Retype the entries exactly; omit all pictures.

◆ **DATA TO PROCESS**:
Segment Open

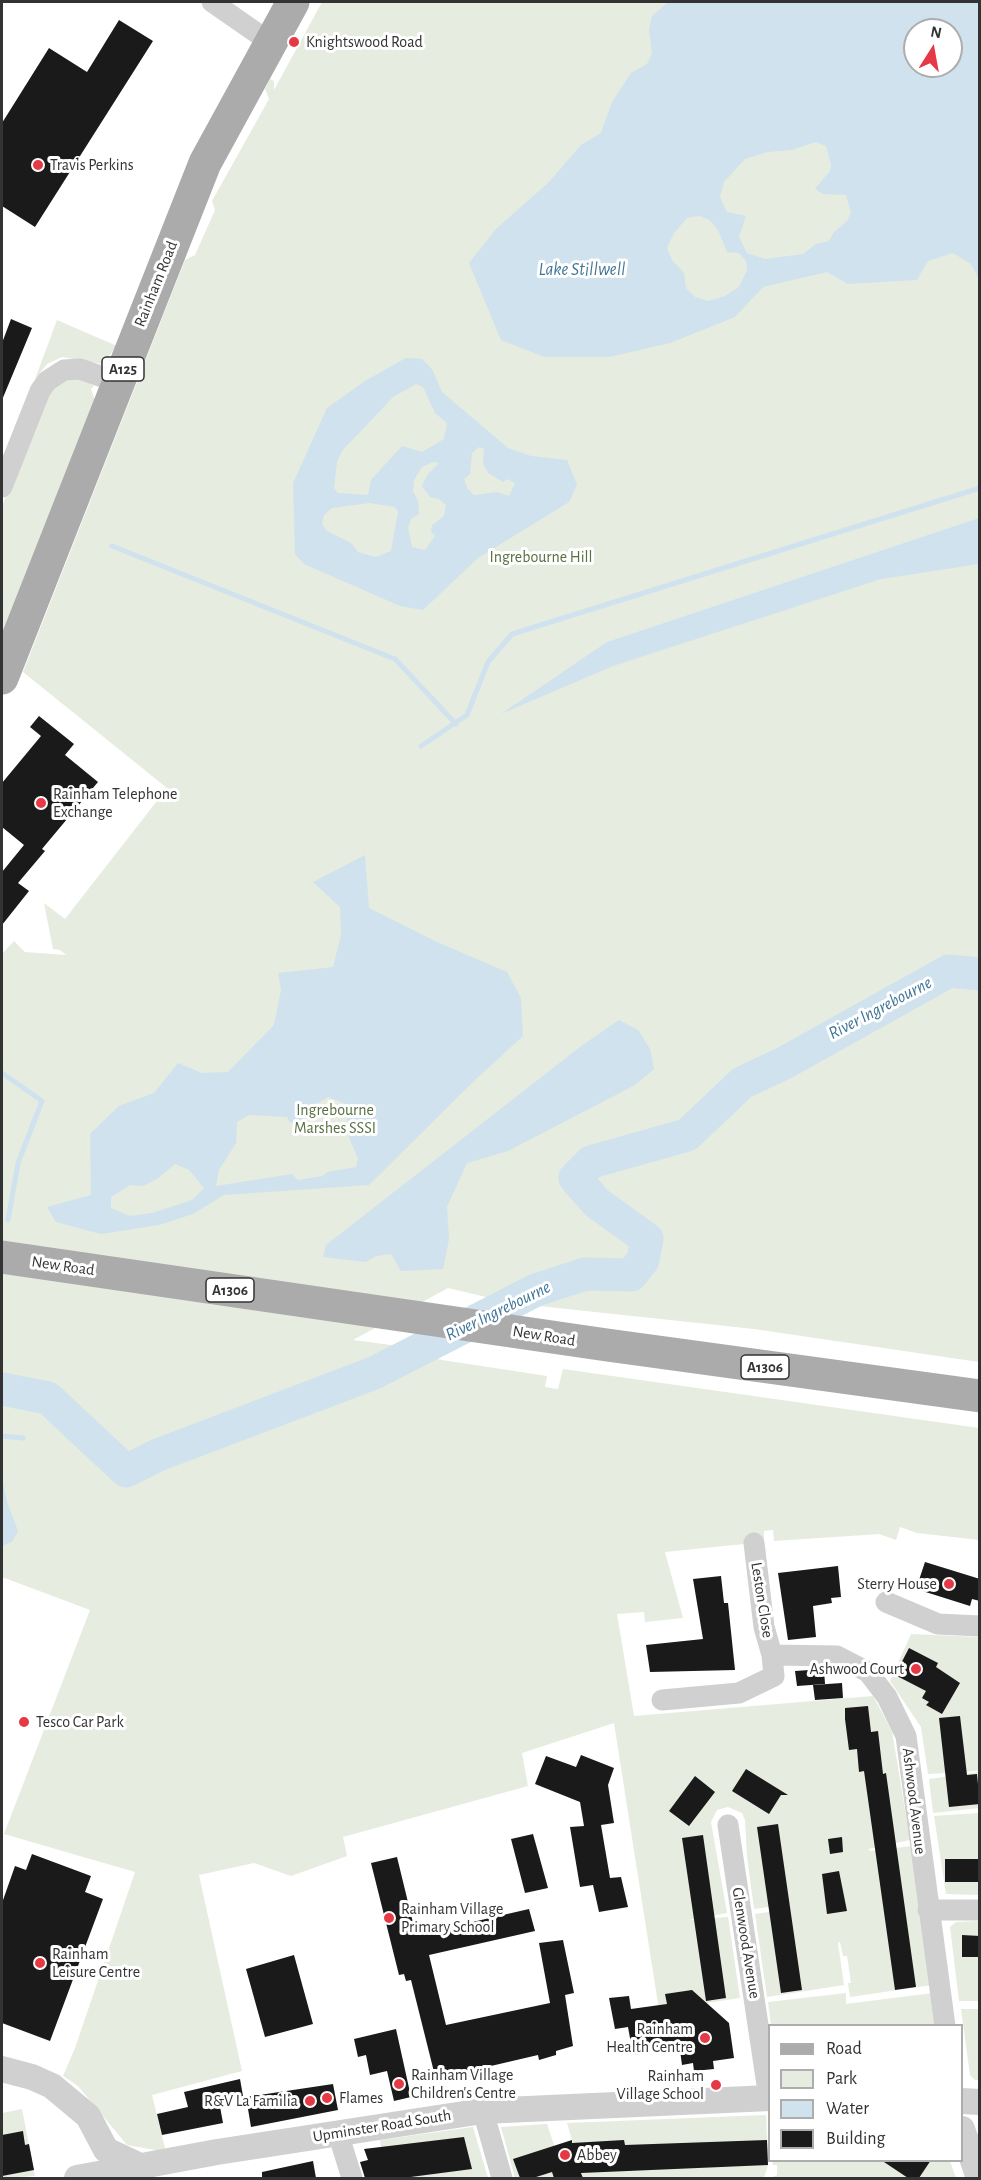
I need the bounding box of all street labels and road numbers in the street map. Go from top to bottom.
street label: Rainham Road [130,238,182,330]
road number: A125 [102,357,144,381]
street label: New Road [30,1252,96,1280]
road number: A1306 [206,1278,254,1302]
street label: New Road [511,1322,577,1350]
road number: A1306 [741,1355,789,1379]
street label: Leston Close [747,1561,777,1639]
street label: Ashwood Avenue [898,1747,930,1855]
street label: Glenwood Avenue [728,1886,764,2000]
street label: Upminster Road South [311,2106,453,2146]

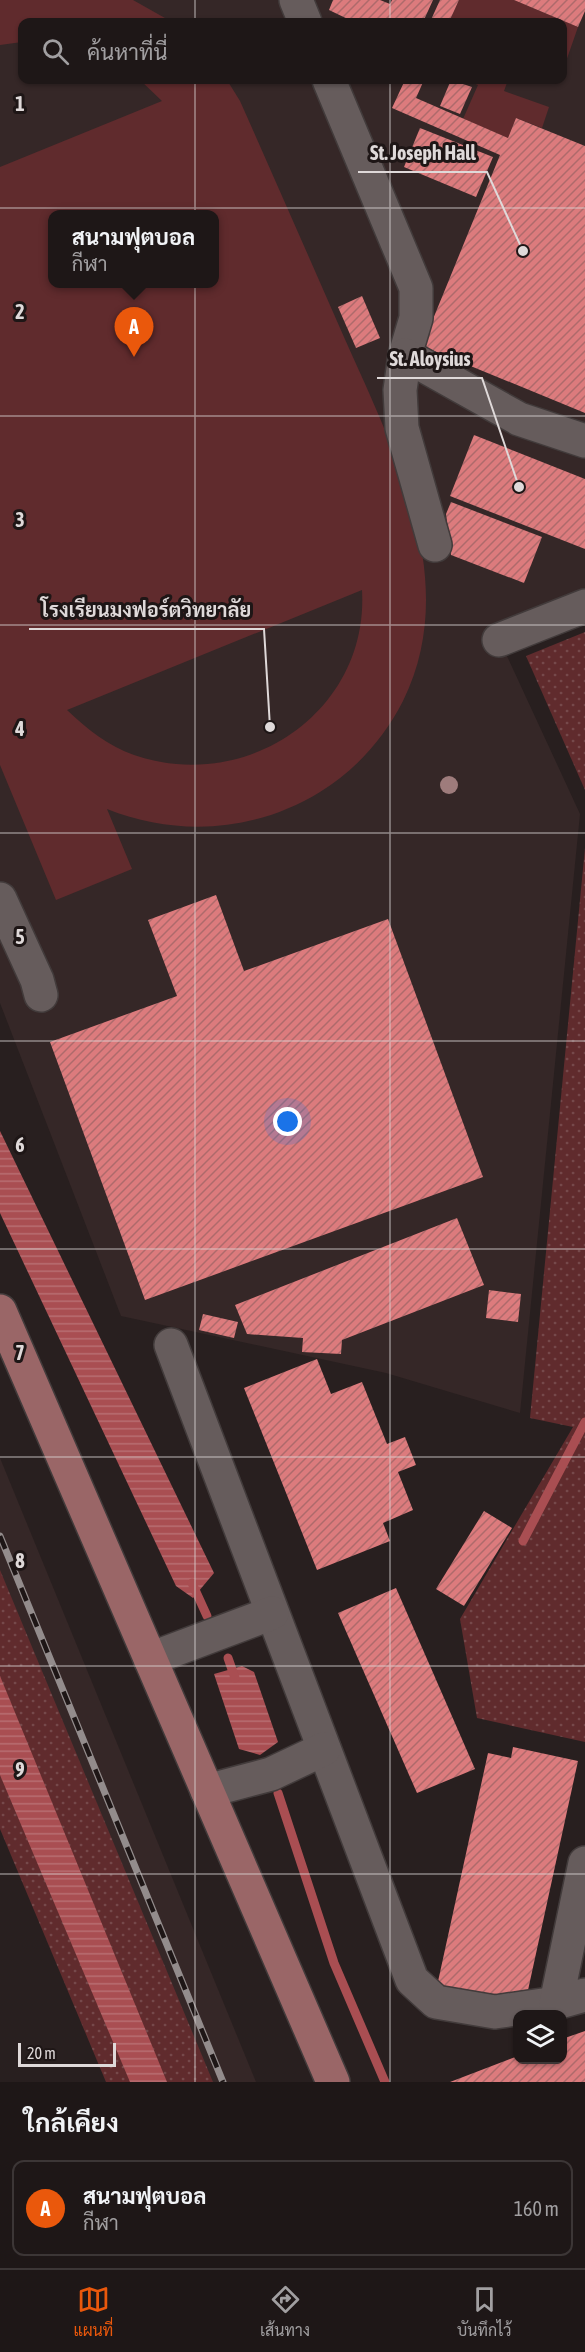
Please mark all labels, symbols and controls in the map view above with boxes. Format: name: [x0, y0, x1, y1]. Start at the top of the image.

Segment Closed

◆ **RESPONSE FOR THIS EXERCISE**:
I need the bounding box of all street labels and road numbers in the street map. Go from top to bottom.
street label: Rainham Road [130,238,182,330]
road number: A125 [102,357,144,381]
street label: New Road [30,1252,96,1280]
road number: A1306 [206,1278,254,1302]
street label: New Road [511,1322,577,1350]
road number: A1306 [741,1355,789,1379]
street label: Leston Close [747,1561,777,1639]
street label: Ashwood Avenue [898,1747,930,1855]
street label: Glenwood Avenue [728,1886,764,2000]
street label: Upminster Road South [311,2106,453,2146]

Please mark all labels, symbols and controls in the map view above with boxes. Format: name: [x0, y0, x1, y1]. Start at the top of the image.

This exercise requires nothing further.